***** Given entries

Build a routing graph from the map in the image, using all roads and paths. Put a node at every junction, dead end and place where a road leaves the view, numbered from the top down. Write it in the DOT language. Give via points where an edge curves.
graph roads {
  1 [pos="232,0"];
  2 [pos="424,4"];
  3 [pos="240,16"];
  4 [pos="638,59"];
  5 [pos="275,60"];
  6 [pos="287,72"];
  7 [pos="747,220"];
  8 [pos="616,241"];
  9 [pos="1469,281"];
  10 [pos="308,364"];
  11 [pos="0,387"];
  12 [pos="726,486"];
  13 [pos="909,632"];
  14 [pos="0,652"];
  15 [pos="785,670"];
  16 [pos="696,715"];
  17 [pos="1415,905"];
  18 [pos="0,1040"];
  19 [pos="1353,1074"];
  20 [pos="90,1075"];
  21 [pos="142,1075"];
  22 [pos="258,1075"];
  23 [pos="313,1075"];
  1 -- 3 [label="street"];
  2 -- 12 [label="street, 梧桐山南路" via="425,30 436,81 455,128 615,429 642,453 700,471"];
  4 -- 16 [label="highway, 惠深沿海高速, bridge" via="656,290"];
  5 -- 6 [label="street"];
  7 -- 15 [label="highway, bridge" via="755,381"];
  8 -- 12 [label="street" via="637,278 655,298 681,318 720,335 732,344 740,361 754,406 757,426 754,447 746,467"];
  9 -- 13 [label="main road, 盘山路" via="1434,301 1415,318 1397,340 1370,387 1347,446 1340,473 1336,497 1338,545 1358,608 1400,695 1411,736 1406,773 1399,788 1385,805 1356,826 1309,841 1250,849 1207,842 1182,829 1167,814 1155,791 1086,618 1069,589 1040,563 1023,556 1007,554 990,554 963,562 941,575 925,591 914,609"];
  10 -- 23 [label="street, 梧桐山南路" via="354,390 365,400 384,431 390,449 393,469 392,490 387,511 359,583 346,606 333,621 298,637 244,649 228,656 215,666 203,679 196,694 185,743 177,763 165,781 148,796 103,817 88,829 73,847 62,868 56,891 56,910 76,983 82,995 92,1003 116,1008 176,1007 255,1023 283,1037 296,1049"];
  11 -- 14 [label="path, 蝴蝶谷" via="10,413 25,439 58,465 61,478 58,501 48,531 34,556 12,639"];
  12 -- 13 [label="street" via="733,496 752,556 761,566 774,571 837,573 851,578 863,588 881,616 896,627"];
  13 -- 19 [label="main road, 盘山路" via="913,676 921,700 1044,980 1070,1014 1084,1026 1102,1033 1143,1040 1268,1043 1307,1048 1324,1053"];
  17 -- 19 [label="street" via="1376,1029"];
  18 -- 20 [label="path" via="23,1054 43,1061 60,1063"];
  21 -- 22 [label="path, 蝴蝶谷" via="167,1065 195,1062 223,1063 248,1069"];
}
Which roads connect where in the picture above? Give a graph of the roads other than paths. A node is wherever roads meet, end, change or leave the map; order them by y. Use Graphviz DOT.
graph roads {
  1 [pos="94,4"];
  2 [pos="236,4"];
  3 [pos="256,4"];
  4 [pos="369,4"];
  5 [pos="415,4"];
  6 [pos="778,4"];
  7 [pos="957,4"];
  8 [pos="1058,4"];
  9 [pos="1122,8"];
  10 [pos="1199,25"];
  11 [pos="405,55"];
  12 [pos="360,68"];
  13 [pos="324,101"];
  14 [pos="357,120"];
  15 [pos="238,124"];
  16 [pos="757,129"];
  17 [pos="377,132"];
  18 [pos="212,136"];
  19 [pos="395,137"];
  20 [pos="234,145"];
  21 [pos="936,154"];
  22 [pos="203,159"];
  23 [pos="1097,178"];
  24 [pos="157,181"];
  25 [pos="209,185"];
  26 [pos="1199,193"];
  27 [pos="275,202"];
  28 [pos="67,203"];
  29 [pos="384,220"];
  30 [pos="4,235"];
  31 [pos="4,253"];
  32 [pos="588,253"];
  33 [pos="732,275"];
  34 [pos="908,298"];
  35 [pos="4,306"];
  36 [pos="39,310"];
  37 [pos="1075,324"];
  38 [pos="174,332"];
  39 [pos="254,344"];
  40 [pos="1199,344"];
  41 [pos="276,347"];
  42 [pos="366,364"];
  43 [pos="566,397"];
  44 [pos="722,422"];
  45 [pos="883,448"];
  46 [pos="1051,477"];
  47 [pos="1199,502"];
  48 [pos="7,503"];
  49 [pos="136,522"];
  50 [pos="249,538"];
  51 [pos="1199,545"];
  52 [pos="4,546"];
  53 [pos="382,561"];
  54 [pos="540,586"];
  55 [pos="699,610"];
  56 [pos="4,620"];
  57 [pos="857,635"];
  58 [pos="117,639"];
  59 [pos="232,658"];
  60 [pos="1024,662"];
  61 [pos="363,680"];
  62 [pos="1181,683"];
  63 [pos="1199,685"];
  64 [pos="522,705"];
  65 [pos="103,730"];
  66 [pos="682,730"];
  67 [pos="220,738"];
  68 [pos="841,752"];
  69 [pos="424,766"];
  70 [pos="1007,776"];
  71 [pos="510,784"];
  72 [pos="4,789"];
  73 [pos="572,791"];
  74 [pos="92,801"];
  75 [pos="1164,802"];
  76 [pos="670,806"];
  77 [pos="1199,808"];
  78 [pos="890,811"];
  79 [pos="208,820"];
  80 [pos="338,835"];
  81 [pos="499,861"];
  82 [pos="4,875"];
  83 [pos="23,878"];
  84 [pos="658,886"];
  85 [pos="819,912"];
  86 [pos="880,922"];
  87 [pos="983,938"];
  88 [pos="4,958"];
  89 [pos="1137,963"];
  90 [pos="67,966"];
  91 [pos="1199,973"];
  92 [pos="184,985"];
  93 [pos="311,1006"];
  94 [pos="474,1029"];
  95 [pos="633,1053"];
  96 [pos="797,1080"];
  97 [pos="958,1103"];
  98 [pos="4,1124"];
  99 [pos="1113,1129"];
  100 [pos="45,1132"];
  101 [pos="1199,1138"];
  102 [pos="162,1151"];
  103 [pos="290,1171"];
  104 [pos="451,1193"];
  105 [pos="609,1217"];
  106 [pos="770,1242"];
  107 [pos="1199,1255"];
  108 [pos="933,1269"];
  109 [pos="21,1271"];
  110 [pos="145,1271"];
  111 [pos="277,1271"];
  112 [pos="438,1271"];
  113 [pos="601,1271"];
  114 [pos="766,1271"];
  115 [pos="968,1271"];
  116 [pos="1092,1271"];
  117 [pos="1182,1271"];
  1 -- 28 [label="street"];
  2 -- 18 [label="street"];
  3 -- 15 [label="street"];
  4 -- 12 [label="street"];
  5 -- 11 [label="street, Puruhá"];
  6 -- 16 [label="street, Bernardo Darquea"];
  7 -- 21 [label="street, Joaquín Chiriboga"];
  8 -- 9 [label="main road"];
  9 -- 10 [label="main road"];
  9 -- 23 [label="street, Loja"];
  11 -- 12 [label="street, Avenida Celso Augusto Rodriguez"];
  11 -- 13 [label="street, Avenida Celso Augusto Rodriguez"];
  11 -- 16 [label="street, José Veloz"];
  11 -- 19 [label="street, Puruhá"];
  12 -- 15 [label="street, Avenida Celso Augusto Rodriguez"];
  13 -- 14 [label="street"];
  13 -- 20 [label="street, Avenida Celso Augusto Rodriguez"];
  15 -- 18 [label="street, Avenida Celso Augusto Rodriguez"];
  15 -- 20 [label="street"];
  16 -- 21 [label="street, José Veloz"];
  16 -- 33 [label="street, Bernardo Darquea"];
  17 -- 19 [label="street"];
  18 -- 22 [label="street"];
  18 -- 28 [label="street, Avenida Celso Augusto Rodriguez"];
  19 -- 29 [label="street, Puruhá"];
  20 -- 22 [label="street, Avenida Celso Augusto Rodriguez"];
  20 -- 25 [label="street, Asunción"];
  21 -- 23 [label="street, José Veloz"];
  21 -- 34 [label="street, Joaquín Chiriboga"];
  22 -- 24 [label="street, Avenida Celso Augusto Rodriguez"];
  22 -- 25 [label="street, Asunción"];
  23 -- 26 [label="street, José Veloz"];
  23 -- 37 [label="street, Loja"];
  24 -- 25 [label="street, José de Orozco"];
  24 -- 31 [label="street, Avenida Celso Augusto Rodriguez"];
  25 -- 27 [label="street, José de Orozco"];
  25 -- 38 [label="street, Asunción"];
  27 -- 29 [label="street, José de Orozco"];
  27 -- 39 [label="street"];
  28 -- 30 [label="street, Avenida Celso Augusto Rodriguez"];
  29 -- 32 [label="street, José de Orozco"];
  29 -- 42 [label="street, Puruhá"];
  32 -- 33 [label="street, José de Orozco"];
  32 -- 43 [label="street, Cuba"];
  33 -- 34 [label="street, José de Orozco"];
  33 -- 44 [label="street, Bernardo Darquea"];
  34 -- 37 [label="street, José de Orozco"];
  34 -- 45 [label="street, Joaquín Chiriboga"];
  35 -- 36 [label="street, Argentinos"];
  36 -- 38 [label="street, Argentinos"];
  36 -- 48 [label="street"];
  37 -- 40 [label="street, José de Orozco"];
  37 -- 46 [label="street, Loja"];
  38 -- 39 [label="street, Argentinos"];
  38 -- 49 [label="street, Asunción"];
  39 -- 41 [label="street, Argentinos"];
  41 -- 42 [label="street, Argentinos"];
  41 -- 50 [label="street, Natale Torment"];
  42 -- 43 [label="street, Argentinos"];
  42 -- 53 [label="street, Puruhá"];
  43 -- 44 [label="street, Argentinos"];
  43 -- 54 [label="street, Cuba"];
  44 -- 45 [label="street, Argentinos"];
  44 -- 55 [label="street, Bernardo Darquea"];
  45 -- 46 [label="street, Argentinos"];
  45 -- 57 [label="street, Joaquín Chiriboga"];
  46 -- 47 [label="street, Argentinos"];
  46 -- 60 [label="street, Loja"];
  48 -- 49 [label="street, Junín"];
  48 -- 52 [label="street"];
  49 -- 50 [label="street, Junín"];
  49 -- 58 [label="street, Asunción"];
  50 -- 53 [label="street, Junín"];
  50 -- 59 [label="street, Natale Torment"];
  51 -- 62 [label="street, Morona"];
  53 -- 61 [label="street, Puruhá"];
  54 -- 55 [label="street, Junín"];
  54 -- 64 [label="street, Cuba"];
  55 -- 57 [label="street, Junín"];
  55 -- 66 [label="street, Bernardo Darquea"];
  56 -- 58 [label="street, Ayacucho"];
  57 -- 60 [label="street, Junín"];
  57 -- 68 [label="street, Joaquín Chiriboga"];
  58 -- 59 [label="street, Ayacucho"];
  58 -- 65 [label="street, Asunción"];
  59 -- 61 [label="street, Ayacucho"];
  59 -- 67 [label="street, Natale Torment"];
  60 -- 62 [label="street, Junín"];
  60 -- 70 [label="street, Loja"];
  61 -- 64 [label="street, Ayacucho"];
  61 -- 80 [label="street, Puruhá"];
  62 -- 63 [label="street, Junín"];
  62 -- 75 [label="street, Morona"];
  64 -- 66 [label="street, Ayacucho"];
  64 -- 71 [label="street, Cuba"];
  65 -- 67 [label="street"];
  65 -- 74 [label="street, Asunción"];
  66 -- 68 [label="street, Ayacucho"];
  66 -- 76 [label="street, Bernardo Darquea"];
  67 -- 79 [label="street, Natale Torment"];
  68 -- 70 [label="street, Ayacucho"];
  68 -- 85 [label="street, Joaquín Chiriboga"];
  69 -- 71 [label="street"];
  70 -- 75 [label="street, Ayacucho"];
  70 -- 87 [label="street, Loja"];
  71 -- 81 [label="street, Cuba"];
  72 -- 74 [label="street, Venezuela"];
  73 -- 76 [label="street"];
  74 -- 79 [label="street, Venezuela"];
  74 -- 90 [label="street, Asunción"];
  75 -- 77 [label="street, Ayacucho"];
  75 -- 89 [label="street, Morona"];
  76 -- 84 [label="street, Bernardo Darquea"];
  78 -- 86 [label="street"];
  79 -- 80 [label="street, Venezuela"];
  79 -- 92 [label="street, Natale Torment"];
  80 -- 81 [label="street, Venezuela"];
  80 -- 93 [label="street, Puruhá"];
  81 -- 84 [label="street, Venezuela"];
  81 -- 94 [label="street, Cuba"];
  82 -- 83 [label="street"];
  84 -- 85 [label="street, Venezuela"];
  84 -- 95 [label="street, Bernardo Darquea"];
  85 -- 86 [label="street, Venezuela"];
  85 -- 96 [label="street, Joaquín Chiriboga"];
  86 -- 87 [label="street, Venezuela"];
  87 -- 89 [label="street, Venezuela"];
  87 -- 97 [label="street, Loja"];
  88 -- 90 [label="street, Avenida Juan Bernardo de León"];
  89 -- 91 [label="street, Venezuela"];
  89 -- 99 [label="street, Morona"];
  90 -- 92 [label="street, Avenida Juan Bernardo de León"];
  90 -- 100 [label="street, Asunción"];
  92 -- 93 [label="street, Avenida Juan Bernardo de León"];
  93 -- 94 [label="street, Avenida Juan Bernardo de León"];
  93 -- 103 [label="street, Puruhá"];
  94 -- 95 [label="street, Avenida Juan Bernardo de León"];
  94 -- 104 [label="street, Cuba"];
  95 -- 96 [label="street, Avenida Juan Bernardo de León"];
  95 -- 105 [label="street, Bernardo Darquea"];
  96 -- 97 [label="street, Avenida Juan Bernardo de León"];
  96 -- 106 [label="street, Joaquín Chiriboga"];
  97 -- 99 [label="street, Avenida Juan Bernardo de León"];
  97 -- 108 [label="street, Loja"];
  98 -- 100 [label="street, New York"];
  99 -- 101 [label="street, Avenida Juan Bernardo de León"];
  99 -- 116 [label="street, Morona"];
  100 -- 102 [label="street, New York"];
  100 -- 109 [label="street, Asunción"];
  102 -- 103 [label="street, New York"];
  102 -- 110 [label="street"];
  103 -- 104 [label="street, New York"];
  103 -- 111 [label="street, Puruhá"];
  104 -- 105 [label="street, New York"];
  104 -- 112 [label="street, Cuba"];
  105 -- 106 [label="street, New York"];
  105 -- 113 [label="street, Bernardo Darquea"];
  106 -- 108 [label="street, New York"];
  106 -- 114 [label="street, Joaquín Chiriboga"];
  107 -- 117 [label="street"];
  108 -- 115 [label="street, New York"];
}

**********

**Brief:** Whenever the word "Torment" appears in a line above, copy that line.

**Response box:**
  41 -- 50 [label="street, Natale Torment"];
  50 -- 59 [label="street, Natale Torment"];
  59 -- 67 [label="street, Natale Torment"];
  67 -- 79 [label="street, Natale Torment"];
  79 -- 92 [label="street, Natale Torment"];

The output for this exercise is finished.